After you click “Save Topic for Monitoring”, a window will open asking you to name your topic and assign to any tag(s) if you choose. Then click “Save”.  At this point your topic is now saved.

save monitoring topic

I would like to monitor for my topic internationally. Do I need to translate and enter my search terms in different languages, or will Agility do that for me automatically?

Agility only monitors for the terms you’ve specifically defined. To search for content in one of the supported languages, French or Spanish, you’ll want to enter your terms in that language. For example: United States OR Estados Unidos. It’s important to note that entering keywords in French or Spanish will still return results for those keywords in English as well.

When I enter in a new monitoring topic, does Agility do a retroactive search to collect previous mentions, or is the search forward-looking only?

Agility is continually ingesting data from our online news and blog sources.  Some historical mentions from these sites may be available when you begin monitoring a new topic.

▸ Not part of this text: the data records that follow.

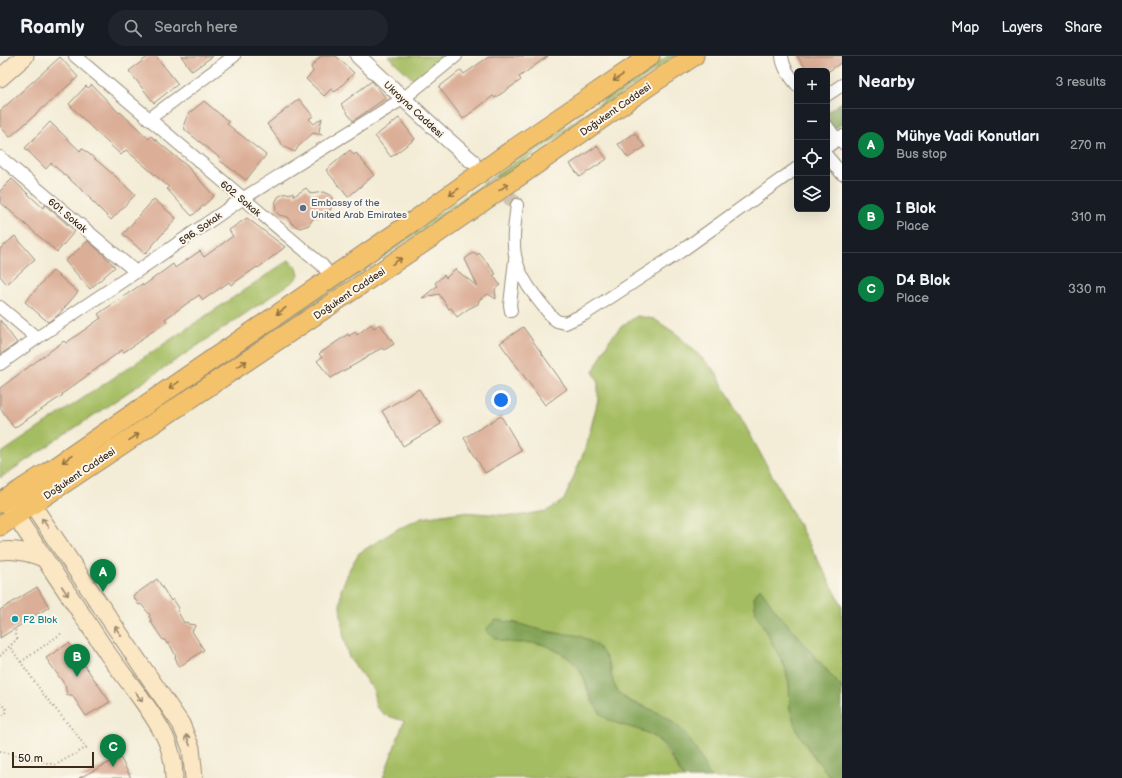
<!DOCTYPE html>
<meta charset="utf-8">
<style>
:root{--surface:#171b24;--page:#20242c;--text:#f1f3f6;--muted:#9ea1a6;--line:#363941;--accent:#0b8043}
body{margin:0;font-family:"Balsamiq Sans",sans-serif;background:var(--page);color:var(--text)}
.controls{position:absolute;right:12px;top:12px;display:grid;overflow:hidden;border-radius:6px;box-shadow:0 4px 16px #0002}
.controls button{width:36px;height:36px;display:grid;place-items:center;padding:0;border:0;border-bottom:1px solid var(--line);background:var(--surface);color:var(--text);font:20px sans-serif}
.scale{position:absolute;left:12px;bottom:10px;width:82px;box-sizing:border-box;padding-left:4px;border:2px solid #3b2a1e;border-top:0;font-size:11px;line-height:14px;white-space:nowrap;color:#3b2a1e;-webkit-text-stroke:3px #fbf7ec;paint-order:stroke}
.you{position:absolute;left:501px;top:344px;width:14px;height:14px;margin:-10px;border:3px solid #fff;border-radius:50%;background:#1a73e8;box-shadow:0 0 0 6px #1a73e833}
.badge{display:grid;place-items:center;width:26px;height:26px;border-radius:50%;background:var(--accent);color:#fff;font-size:13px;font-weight:700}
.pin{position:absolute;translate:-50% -33px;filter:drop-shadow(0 1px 2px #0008)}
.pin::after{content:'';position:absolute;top:21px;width:14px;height:12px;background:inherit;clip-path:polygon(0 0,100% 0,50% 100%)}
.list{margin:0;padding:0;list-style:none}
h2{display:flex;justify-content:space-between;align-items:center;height:52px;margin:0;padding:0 16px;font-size:17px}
h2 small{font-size:13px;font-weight:400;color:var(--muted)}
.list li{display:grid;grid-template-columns:26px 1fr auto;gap:12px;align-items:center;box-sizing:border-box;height:72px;padding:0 16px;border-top:1px solid var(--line)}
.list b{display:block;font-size:15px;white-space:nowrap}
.list p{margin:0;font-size:13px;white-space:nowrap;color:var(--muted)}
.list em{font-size:13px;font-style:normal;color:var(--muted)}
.icon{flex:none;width:22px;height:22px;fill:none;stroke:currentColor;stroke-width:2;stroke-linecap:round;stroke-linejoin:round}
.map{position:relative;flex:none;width:842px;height:722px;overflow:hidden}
header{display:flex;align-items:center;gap:24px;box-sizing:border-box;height:56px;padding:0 20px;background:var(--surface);border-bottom:1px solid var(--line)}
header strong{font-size:19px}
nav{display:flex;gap:22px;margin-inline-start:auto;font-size:14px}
.search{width:280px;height:36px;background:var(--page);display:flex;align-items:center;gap:10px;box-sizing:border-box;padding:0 14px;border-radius:22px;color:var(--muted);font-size:15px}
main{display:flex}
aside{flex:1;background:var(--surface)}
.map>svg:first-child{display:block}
.green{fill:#a5bd62;stroke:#707440}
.forest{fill:#84a458;stroke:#60673b}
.building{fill:#dbae97}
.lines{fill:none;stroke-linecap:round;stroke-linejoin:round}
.tertiary-tunnel{stroke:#cec5b1;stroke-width:15;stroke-dasharray:15 8;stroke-linecap:butt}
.service-casing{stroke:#978b7a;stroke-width:8}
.minor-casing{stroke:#978b7a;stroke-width:14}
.tertiary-casing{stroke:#978b7a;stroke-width:17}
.secondary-casing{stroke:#978b7a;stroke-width:19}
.primary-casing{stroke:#978b7a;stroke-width:21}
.path{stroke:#978b7a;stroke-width:2;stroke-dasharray:1 3;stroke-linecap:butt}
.service{stroke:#fff;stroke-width:6}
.minor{stroke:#fff;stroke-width:12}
.tertiary{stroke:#fff;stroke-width:15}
.secondary{stroke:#fbe7c3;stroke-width:17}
.primary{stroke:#f4c26a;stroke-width:19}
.oneway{stroke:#8e6e40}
.oneway2{stroke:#9b8870}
.service-dot{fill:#5c6f8a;stroke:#fbf7ec;stroke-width:1.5}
.culture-dot{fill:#0f9aa8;stroke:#fbf7ec;stroke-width:1.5}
.labels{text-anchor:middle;stroke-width:4;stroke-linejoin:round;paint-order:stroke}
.street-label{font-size:10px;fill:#3b2a1e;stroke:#fbf7ec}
.service-label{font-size:10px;fill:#4e5e75;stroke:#fbf7ec;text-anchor:start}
.culture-label{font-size:10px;fill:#0d838f;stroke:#fbf7ec;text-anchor:start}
</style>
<header>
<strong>Roamly</strong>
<div class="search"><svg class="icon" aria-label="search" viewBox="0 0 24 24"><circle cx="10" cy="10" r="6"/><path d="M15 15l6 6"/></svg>Search here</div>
<nav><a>Map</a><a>Layers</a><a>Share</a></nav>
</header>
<main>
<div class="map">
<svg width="842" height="722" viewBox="0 0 842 722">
<rect width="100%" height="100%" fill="#fbf7ec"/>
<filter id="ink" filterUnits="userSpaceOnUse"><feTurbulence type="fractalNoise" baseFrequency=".025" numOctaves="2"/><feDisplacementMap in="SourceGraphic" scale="8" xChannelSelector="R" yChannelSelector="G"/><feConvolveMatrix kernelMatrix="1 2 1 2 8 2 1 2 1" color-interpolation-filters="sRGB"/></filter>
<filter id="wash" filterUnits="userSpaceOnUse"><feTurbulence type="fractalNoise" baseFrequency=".012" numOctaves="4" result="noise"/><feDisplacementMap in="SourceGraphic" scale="16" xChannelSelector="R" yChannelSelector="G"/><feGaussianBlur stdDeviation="0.9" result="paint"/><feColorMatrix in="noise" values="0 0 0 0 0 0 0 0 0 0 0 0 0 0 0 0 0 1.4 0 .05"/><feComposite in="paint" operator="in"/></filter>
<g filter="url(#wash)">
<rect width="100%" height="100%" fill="#f3ecd6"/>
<g class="green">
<polygon points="388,0 445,0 415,25"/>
<polygon points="668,0 676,0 487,131 144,363 163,348 481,130"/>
<polygon points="289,204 297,212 299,219 294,225 0,422 0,398"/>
<polygon points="637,260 654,263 678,279 715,315 746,371 842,549 842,632 777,556 760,533 754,541 756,557 785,611 789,628 790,653 797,675 811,697 831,722 711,722 669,662 646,651 630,645 621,639 613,628 610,609 557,577 535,573 513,566 510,586 533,586 548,590 567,601 578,611 583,620 592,647 615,666 646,676 658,683 684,722 383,722 404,665 385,659 376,651 373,633 349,602 344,583 340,551 341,534 350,512 359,497 399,472 422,462 462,456 517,460 547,455 564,444 586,391 598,344 598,324 593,316 610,283 622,270"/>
</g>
<g class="forest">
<polygon points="842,46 842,68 827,78 827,56"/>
<polygon points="760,532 777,556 842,632 842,722 831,722 811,697 797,675 790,653 789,628 785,611 756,557 754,541"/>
<path d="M496,564C516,566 535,573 555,577C564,578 575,578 582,581C587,583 597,589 600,593C613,606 608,626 621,639C629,648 646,650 656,656C690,673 694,692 711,722H684C675,710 670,694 659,684C643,670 614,672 601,658C588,644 589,626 578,611C571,602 561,597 551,592C534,582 514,591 497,583C493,581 489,577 485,574Z"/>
</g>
<g id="blocks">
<g class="building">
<polygon points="149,0 156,0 178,28 154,47 129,15"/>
<polygon points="181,0 213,0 192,15"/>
<polygon points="321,0 336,0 354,17 335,36 331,33 324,40 306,23 313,16 311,11"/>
<polygon points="490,0 548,0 519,21 521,24 495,42 493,40 463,63 439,31 461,14 464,18"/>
<polygon points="797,0 842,0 842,6 829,15 808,15"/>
<polygon points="60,1 78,21 10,81 0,70 0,55"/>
<polygon points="372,25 386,42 353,65 341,48"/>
<polygon points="92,29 119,57 120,56 149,83 151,80 187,110 214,140 192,160 167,133 169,131 126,94 121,99 91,71 69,48 86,30 88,32"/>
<polygon points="299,43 313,60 309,63 314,68 322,62 319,75 323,79 313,77 298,91 295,96 284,91 267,68"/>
<polygon points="204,45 229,66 227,68 266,99 246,124 219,104 220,102 185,74 184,68 188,58"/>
<polygon points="399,62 415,83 391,101 375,80"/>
<polygon points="50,66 80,95 82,92 114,119 135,139 111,164 90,143 91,142 51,107 46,113 25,92"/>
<polygon points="635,77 645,91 628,102 618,88"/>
<polygon points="597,90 607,103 580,121 570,108"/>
<polygon points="350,94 354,99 356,97 374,119 348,141 326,114"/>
<polygon points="12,123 43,152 45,149 75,175 57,196 0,146 0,135"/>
<polygon points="306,132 311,138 323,136 332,140 332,150 328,158 323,160 314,161 309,169 300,172 292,168 288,161 279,159 276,155 275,150 276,145 278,141 283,138 293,137 294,140"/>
<polygon points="154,143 176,162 145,198 123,178"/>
<polygon points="247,162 285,191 258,212 257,211 231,229 229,226 203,244 199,239 165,263 167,266 141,283 142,284 124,296 122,294 62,338 63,339 14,372 0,351 0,332 64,285 66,287 101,262 98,258 142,228 143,230 173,208 175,212 200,195 204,201 233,180 229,174"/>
<polygon points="15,180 35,203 7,228 0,220 0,193"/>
<polygon points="88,185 103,198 115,211 90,233 65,205"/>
<polygon points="474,196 477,199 479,197 496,218 493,219 500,229 495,233 496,243 488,238 479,244 478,248 468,253 457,261 451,252 449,253 439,238 422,242 437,230 435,227 444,219 446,222 455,213 478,231 465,203"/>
<polygon points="53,215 78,236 58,259 48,266 25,246 46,222"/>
<polygon points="0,264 17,287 0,299"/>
<polygon points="371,268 374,272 380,268 394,288 384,294 382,292 367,300 368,301 331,322 317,305 322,301 319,298 348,278 349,280 355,276 357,279"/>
<polygon points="523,271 567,333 545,349 500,287"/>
<polygon points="419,333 441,368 403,390 382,355"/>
<polygon points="501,360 522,395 485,417 464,382"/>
<polygon points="157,523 171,545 173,543 179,552 177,554 184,567 187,566 188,568 196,569 192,575 204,594 179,611 175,601 176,600 169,587 167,588 165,584 163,584 151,566 151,563 149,561 150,559 141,548 139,549 133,540"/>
<polygon points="37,531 49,551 0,582 0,554"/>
<polygon points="69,587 110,646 86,660 72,639 67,639 65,629 46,602"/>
<polygon points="120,701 131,722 79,722"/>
</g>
</g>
</g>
<g filter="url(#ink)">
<use href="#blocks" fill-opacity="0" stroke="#978b7a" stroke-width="1"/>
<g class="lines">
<polyline class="tertiary-tunnel" points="475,108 517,149"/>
<g class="service-casing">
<polyline id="service" points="837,84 842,90"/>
</g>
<g class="minor-casing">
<g id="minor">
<polyline points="75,0 322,209 331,221"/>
<path d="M782,0C783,12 790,20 797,29"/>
<polyline points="827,39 842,29"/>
<polyline points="149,63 234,0"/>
<polyline points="827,70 837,84"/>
<polyline points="827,91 842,80"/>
<polyline points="827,100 842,118"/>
<polyline points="0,101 136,216"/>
<path d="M517,149C515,165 512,183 515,199C519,223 538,244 553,262L557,265L565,267L585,258L680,196L797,112"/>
<polyline points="0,251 37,282"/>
<polyline points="511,255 510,249 515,204"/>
<polyline points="0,308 37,282 136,216 242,143 404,42 456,0"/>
</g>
</g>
<g class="tertiary-casing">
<path id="tertiary" d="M358,0C396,35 432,71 472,105"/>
</g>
<g class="secondary-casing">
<g id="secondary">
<polyline points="0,22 25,0"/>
<polyline points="24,437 181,668 191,692 194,722"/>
<path d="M8,449C42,498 75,548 108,598C127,625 150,651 165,681C171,694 174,708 174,722"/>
<path d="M0,495C16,493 29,496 43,502"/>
</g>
</g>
<g class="primary-casing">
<g id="primary">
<polyline points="0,447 48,416 415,164 505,99 650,0"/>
<polyline points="0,470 429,183 659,23 694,0"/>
</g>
</g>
<g class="path">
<polyline points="0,600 17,583 15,573"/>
<polyline points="21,606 62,577"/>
<polyline points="0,647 7,654 6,657 0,661"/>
<polyline points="0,695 55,709 86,692 77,679 44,639 10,591"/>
</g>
<use href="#service" class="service"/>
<use href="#minor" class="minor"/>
<use href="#tertiary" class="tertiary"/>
<use href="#secondary" class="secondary"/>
<use href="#primary" class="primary"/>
</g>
<defs><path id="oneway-shaft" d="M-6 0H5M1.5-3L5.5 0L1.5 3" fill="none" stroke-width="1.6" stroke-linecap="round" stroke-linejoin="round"/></defs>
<g class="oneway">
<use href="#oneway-shaft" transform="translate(618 22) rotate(146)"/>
<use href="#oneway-shaft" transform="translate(504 131) rotate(-35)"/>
<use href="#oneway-shaft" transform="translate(454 136) rotate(144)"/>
<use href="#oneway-shaft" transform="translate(397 205) rotate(-34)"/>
<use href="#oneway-shaft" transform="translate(281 255) rotate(145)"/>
<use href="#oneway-shaft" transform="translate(242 308) rotate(-34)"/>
<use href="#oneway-shaft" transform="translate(174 329) rotate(146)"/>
<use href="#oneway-shaft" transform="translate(134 381) rotate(-34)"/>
<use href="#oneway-shaft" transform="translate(67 403) rotate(145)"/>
</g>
<g class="oneway2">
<use href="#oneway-shaft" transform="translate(45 467) rotate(-125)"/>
<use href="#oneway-shaft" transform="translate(65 535) rotate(56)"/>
<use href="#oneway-shaft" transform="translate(118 575) rotate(-124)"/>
<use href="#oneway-shaft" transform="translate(139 641) rotate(55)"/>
<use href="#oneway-shaft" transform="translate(188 684) rotate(-111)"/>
</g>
</g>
<circle class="service-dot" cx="303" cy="152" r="4"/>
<circle class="culture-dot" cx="15" cy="563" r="4"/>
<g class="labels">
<g class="street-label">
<text transform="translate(414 53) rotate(43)" y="4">Ukrayna Caddesi</text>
<text transform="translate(615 53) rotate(-35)" y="4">Doğukent Caddesi</text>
<text transform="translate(241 142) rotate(40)" y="4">602. Sokak</text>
<text transform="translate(68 159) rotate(40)" y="4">601. Sokak</text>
<text transform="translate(200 172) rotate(-35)" y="4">596. Sokak</text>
<text transform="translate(349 237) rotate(-34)" y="4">Doğukent Caddesi</text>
<text transform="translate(79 417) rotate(-34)" y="4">Doğukent Caddesi</text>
</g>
<g class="service-label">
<text x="311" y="150">Embassy of the<tspan x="311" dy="12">United Arab Emirates</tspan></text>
</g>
<g class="culture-label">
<text x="23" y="567">F2 Blok</text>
</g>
</g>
</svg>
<div class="controls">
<button>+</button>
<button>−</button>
<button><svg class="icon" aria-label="locate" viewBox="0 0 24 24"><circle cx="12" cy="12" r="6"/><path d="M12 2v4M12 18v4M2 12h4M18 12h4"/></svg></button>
<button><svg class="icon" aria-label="layers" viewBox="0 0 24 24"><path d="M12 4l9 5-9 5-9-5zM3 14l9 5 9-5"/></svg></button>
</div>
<div class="scale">50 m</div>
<div class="you"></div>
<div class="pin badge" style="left:103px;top:536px">A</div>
<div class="pin badge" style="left:77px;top:621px">B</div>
<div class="pin badge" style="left:113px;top:711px">C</div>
</div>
<aside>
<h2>Nearby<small>3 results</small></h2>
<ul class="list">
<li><span class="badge">A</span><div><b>Mühye Vadi Konutları</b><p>Bus stop</p></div><em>270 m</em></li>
<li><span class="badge">B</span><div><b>I Blok</b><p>Place</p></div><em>310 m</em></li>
<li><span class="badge">C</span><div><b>D4 Blok</b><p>Place</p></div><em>330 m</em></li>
</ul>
</aside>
</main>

Historical mentions that display in your results may be up to 6 months old; however, depending on the source some maybe be limited to the last 30 days old only.  When Full Twitter is activated on a topic it does not pull in any new mentions retroactively.

How do I access existing topics I’m monitoring?

Go to Manage in the top navigation bar in Agility and click Saved Topics & Topic Alerts.  Likewise, you can also access topic results from the Topic Activity widget.

How do I use wildcards in a new or existing topic?

Agility now offers users the ability to add instances of wildcards within Monitoring topics.

Wildcards can assist with several common monitoring scenarios that you may run into.  It will allow you to account for the possibility of alternate spelling of certain keywords in a given topic, especially to save on characters being used in the overall topic setup.  Second, there is the ability to allow for some instances of keywords being open-ended, particularly where they may be suffixes associated with them.

Two wildcard operators will be available to use: a single character wildcard (?) and multi-character wildcard (*).    Each is explained below with several examples detailed.

Single Character

A single character wildcard search looks for terms that match the input keyword with variations where the single character wildcard is replaced with any alphabetical character.  You can use multiple instances of the wildcard in the same search term, either adjacently or not.

Ex. “ reali?ed ”

Will matches with: realized, realised

Won’t match with: realizzed (two wild characters), realied (no wild charcters)

Ex. “ cent??

Will match with: centre, center

Won’t match with: centrifuge (too many characters), cents (only one character)

Multi Character

Similar to the single character in implementation, the multi character wildcard affords a more open setup to account for instances were a variety of suffixes for a keyword could be found.

Ex. “ plant*

Would match with: plant, plants, planting, planted


Currently ether wildcard may not be the first character of a search term nor may they be used in an exact match (between double quotes) query.  If implemented anyway the wildcards would then be treated as white space in the query.